Coenzyme Q (CoQ) is a vital cog in the body's energy-producing machinery, a kind of chemical gateway in the conversion of food into cellular fuel. But six decades removed from its discovery, scientists still can't describe exactly how and when it is made.
Dave Pagliarini, director of metabolism at the Morgridge Institute for Research, says the list of unknowns is daunting. How does it migrate around in the cell? How does it get used up and replenished? What genes and proteins are responsible for CoQ dysfunction? Why does its presence decline as people age?

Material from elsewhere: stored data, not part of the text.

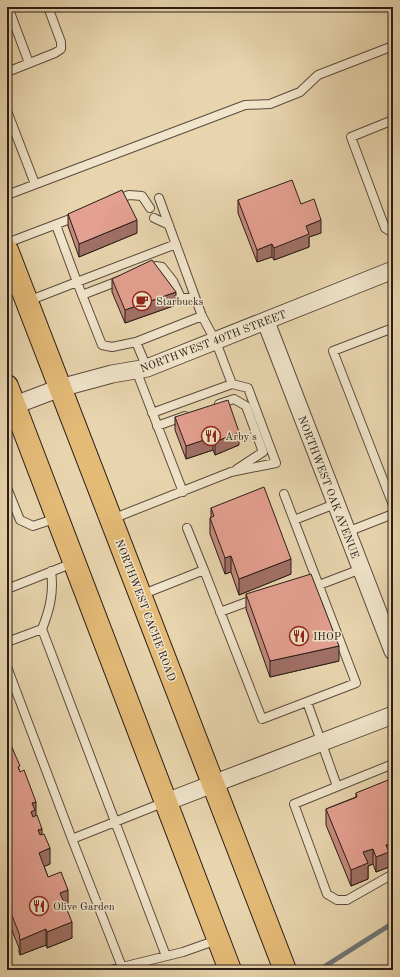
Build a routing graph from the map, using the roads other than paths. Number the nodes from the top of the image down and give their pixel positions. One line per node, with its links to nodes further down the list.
1 (8, 7): 4 (lane)
2 (48, 7): 4 (lane)
3 (393, 46): 8 (lane)
4 (29, 63): 5 (lane)
5 (7, 72)
6 (7, 111): 8 (lane)
7 (393, 120): 17 (lane)
8 (35, 184): 9 (lane)
9 (7, 195)
10 (159, 198): 16 (lane)
11 (107, 204): 12 (lane)
12 (150, 208)
13 (85, 213): 15 (lane)
14 (154, 218): 16 (lane)
15 (56, 225): 18 (lane); 24 (lane)
16 (169, 226): 19 (lane)
17 (392, 232)
18 (7, 243)
19 (176, 244): 24 (lane); 26 (lane)
20 (7, 250): 27 (main road, NORTHWEST CACHE ROAD)
21 (393, 270): 29 (street, NORTHWEST 40TH STREET)
22 (138, 273): 26 (lane)
23 (124, 279): 25 (lane)
24 (77, 282): 25 (lane); 27 (lane)
25 (82, 295): 31 (lane)
26 (195, 298): 28 (lane)
27 (27, 302): 35 (main road, NORTHWEST CACHE ROAD)
28 (202, 316): 31 (lane); 32 (lane)
29 (266, 322): 32 (street, NORTHWEST 40TH STREET); 45 (street, NORTHWEST OAK AVENUE)
30 (393, 328): 46 (lane)
31 (136, 342): 33 (lane)
32 (216, 342): 33 (street, NORTHWEST 40TH STREET); 34 (lane)
33 (141, 369): 35 (street, NORTHWEST 40TH STREET); 38 (lane)
34 (232, 384): 38 (lane); 41 (lane)
35 (60, 388): 36 (street, NORTHWEST 40TH STREET); 50 (main road, NORTHWEST CACHE ROAD)
36 (9, 400): 49 (main road)
37 (213, 406): 41 (lane)
38 (152, 413): 40 (lane)
39 (192, 414): 40 (lane)
40 (157, 426): 43 (lane)
41 (231, 472): 43 (lane)
42 (7, 488): 47 (lane)
43 (183, 492): 50 (lane)
44 (284, 494): 51 (lane)
45 (335, 504): 51 (lane); 53 (street, NORTHWEST OAK AVENUE)
46 (393, 505)
47 (10, 506): 49 (lane)
48 (393, 514): 53 (lane)
49 (57, 518): 54 (main road)
50 (112, 519): 60 (main road, NORTHWEST CACHE ROAD)
51 (294, 520): 58 (lane)
52 (187, 528): 56 (lane)
53 (347, 532): 55 (street, NORTHWEST OAK AVENUE)
54 (74, 562): 57 (lane); 73 (main road)
55 (361, 569): 58 (lane); 65 (street, NORTHWEST OAK AVENUE)
56 (204, 570): 60 (lane); 62 (lane)
57 (51, 571): 59 (lane); 63 (lane)
58 (319, 585): 67 (lane)
59 (7, 589)
60 (141, 595): 71 (main road, NORTHWEST CACHE ROAD)
61 (264, 596): 62 (lane)
62 (220, 612): 67 (lane)
63 (42, 629): 64 (lane); 74 (lane)
64 (7, 642)
65 (393, 651)
66 (7, 667): 75 (lane)
67 (307, 702): 69 (lane)
68 (393, 715): 69 (street)
69 (322, 742): 71 (street); 72 (lane)
70 (393, 764): 72 (lane)
71 (213, 784): 73 (street); 82 (main road, NORTHWEST CACHE ROAD)
72 (337, 786): 76 (lane)
73 (166, 802): 74 (lane); 77 (main road)
74 (114, 822): 75 (lane); 78 (lane)
75 (72, 839): 79 (lane)
76 (393, 874)
77 (218, 940): 78 (lane); 80 (main road)
78 (166, 956): 79 (lane)
79 (122, 967): 81 (lane)
80 (229, 967)
81 (110, 970)
82 (285, 970)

Pagliarini, also an associate professor of biochemistry at the University of Wisconsin-Madison, and his group are dedicated to chipping away at many of these knowledge gaps in CoQ production and in understanding the role of CoQ deficiency in human disease. CoQ deficiencies are implicated in scores of diseases, including liver and lung failures, muscle weakness, deafness and many brain disorders such as Parkinson's and cerebellar ataxia. The coenzyme is almost exclusively produced within the body and is often very difficult to replenish through nutritional supplements.
Against this backdrop, the Pagliarini lab is developing new tools to shed light on CoQ function, primarily by finding and defining proteins that have a direct link to the chemical. In the past month, Pagliarini's team has published three collaborative papers that gather multiple layers of information on cells where proteins have been manipulated.

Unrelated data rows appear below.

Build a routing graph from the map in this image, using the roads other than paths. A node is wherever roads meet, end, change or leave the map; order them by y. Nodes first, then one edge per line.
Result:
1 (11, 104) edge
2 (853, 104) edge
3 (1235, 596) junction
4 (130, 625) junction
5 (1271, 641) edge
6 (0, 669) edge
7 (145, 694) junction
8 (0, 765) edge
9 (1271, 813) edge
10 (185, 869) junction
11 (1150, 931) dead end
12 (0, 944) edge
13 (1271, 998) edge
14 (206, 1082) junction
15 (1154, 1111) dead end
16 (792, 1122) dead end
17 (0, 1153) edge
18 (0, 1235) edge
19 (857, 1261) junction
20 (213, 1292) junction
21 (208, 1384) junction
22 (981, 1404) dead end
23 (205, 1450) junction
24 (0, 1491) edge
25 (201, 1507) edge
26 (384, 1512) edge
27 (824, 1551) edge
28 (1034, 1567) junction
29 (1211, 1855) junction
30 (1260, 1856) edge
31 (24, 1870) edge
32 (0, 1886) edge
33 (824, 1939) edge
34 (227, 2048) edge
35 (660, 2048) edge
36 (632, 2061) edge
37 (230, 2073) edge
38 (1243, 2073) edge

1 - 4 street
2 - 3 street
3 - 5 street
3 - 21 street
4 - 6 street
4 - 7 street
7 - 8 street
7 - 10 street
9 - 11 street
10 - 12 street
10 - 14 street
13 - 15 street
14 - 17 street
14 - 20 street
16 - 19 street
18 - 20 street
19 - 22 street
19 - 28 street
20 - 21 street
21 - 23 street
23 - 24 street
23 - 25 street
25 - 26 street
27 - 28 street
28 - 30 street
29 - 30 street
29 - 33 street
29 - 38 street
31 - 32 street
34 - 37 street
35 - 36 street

"A fundamental challenge in biology lies in connecting the many 'orphan' proteins in our cells with specific biological processes, such as CoQ biosynthesis," says Pagliarini. "Once we have a handle on their functions, a second challenge is to devise ways to manipulate the activity of these proteins, pharmacologically or otherwise, to control key biological processes and, ultimately, improve health."
Research published in the journals Cell Systems (Dec. 13), Molecular Cell (Dec. 7) and Cell Chemical Biology (Nov. 29) all reveal new clues to coenzyme Q production and function.
In the Cell Chemical Biology paper, for example, the research team, led by Morgridge researcher Andrew Reidenbach, introduced a custom drug in their model organism, yeast, that is capable of turning the CoQ pathway on and off. This discovery provides a novel way for researchers to understand, within a living organism, how different levels of CoQ affect metabolic function.
"This system gives us a powerful new tool to study in a mechanistic way how this pathway works, and how we can manipulate it," Pagliarini says. "We now think we can develop a rheostat-like control over the pathway, to produce different levels of coenzyme Q and see what that means for different phenotypes and health outcomes in cells."
The Cell Systems paper--a jointly led project with UW-Madison biochemist Marv Wicken's group--investigates an RNA-binding protein that has long been associated with mitochondria. But what role the protein actually plays has been difficult to nail down. In this work, led by Morgridge scientists Chris Lapointe and Jon Stefely, and also in collaboration with Josh Coon's group, created a new multi-omic strategy to identify the global function of this protein and its role in CoQ biosynthesis. This multi-omics approach -- marrying proteomics, metabolomics and other "omics" tools to pinpoint a protein's function -- will be highly relevant moving forward as tool for determining future protein targets, he says.
Finally, the Molecular Cell paper shed light on proteases that live in mitochondria that are designed to "chew up" other proteins. These "Pac-man"-like proteins were once thought to serve merely as sort of cellular garbage cans to eliminate damaged proteins in the mitochondria. This study, led my Mike Veling, helped reveal them to be far more diverse in function. In particular, the team discovered a protease that helps an essential CoQ protein "mature" into its final form.
Pagliarini says all three papers could have a lasting impact in mitochondrial research that goes well beyond CoQ biology, giving scientists new methods of tracking down protein function. About a quarter of all proteins in mitochondria currently have no assigned function, and many of them could have a link to mitochondrial disease.
"For coenzyme Q, the more we understand the biosynthetic steps taking place, and what cellular processes turn them on and off, the greater the odds we can manipulate the system in a way that improves the body's overall CoQ production," Pagliarini says. "This would be a great therapeutic strategy: Instead of taking supplements, which don't always get CoQ where it needs to be, you could turn the natural processes on to fight disease."